From the Editor

Defying the Grinch

A Christmas Letter From the Editor

By Murray Lewis

Photo: iStock/Andrey_Kuzmin.


However you and I spend Christmas this year, it’s probably safe to say that it will be a Christmas unlike any other in our lives, just as 2020 has been a year unlike any other.

Most of us will be happy to see the last of 2020, but as much as we wish it were otherwise, the end of the year won’t bring with it the end of the pandemic. That blight and all the changes it’s brought with it will be with us for some time to come, and barring a genuine miracle, it’s going to change Christmas for most of us. The question is, of course, how will it change things? And it feels very odd to admit that, even as the magical season approaches, I have no clear idea of the details.
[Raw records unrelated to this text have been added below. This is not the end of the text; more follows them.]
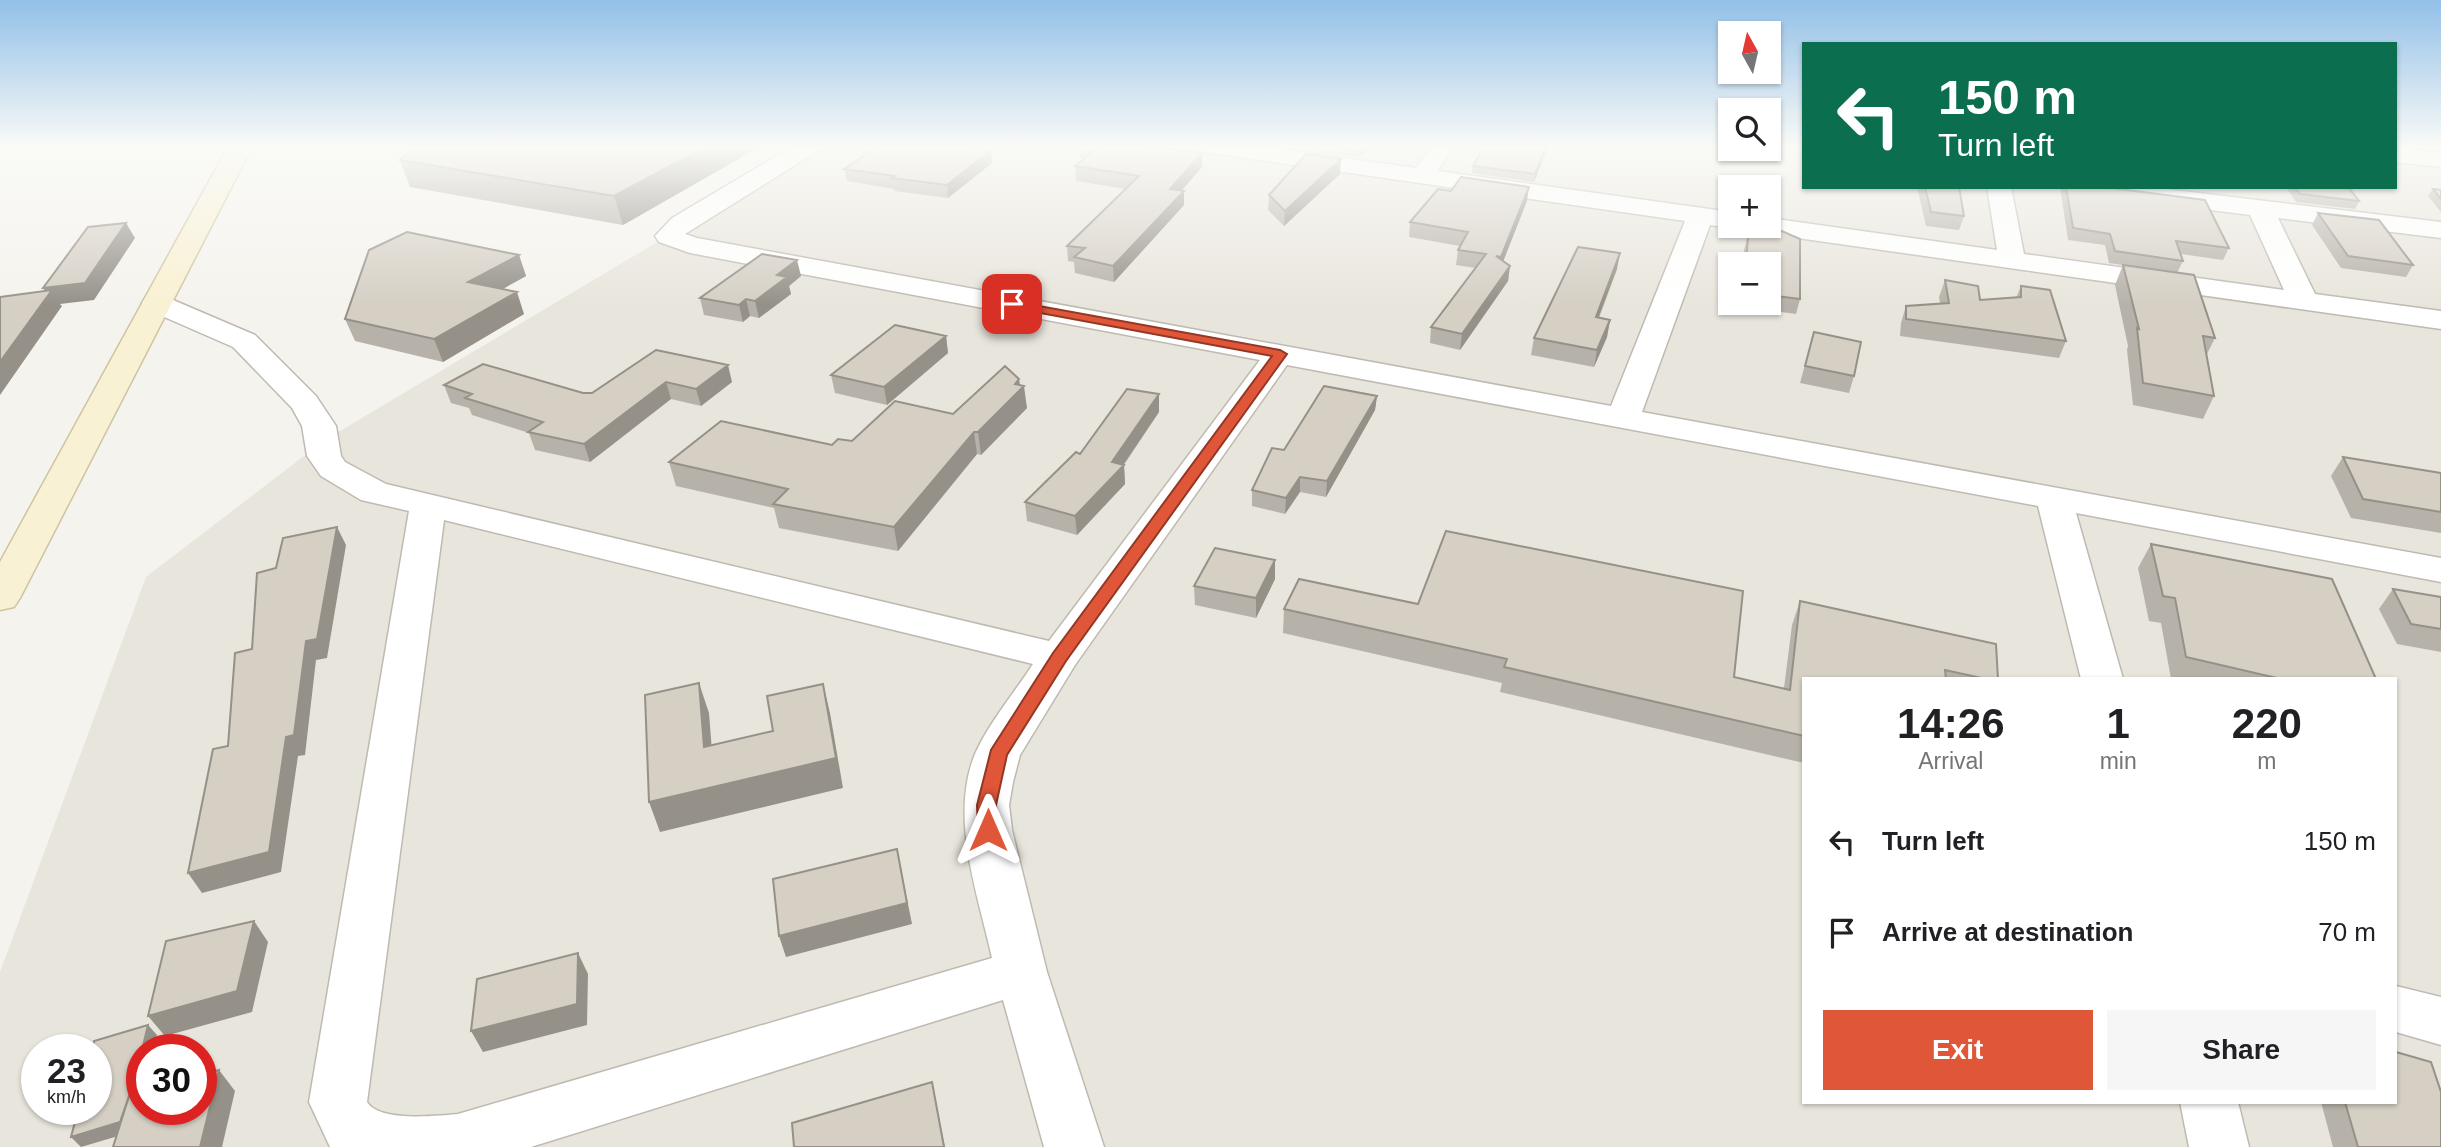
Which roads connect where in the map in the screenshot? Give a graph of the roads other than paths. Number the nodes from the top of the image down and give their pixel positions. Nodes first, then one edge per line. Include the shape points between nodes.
1 (212, 199) edge
2 (722, 199) edge
3 (1579, 199) edge
4 (2001, 199) edge
5 (2181, 199) edge
6 (2260, 208) junction
7 (1700, 216) junction
8 (1718, 218) edge
9 (1781, 228) edge
10 (2441, 230) edge
11 (2012, 259) junction
12 (2304, 301) junction
13 (156, 303) junction
14 (2441, 320) edge
15 (1280, 354) junction
16 (1623, 418) junction
17 (2054, 499) junction
18 (428, 507) junction
19 (2441, 570) edge
20 (0, 598) edge
21 (1059, 657) junction
22 (2101, 677) edge
23 (1021, 972) junction
24 (2397, 1009) edge
25 (2441, 1021) edge
26 (2209, 1104) edge
27 (1074, 1147) edge
28 (2220, 1147) edge

1 - 13 street
2 - 15 street via 668,236 690,245
3 - 7 street
4 - 11 street
5 - 6 street
6 - 10 street
6 - 12 street
7 - 8 street
7 - 16 street
9 - 11 street
11 - 12 street
12 - 14 street
13 - 18 street via 244,341 305,402 319,426 324,456 333,469 374,492
13 - 20 street
15 - 16 street
15 - 21 street
16 - 17 street
17 - 19 street
17 - 22 street
18 - 21 street
18 - 23 street via 338,1102 350,1128 371,1138 402,1143 458,1142
21 - 23 street via 998,754 986,805
23 - 27 street
24 - 25 street
26 - 28 street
Will I be able to gather with my family as we always have? Will I be making a list and checking it the usual dozens of times? Will I be rushing from store to store to store as I race to complete my traditional mad-dash Christmas shopping? Will I get to enjoy staying up late doing battle with wrapping paper, repurposed shoeboxes, scissors, and tape on the night before Christmas? Will Mass on Christmas Eve be limited to the current maximum of 25 worshippers or will we be able to come together to rejoice? Will I see my grandchildren? Or will the COVID Grinch steal Christmas? Whatever the answer to all those other questions, I know that the answer to the last is a defiant, No!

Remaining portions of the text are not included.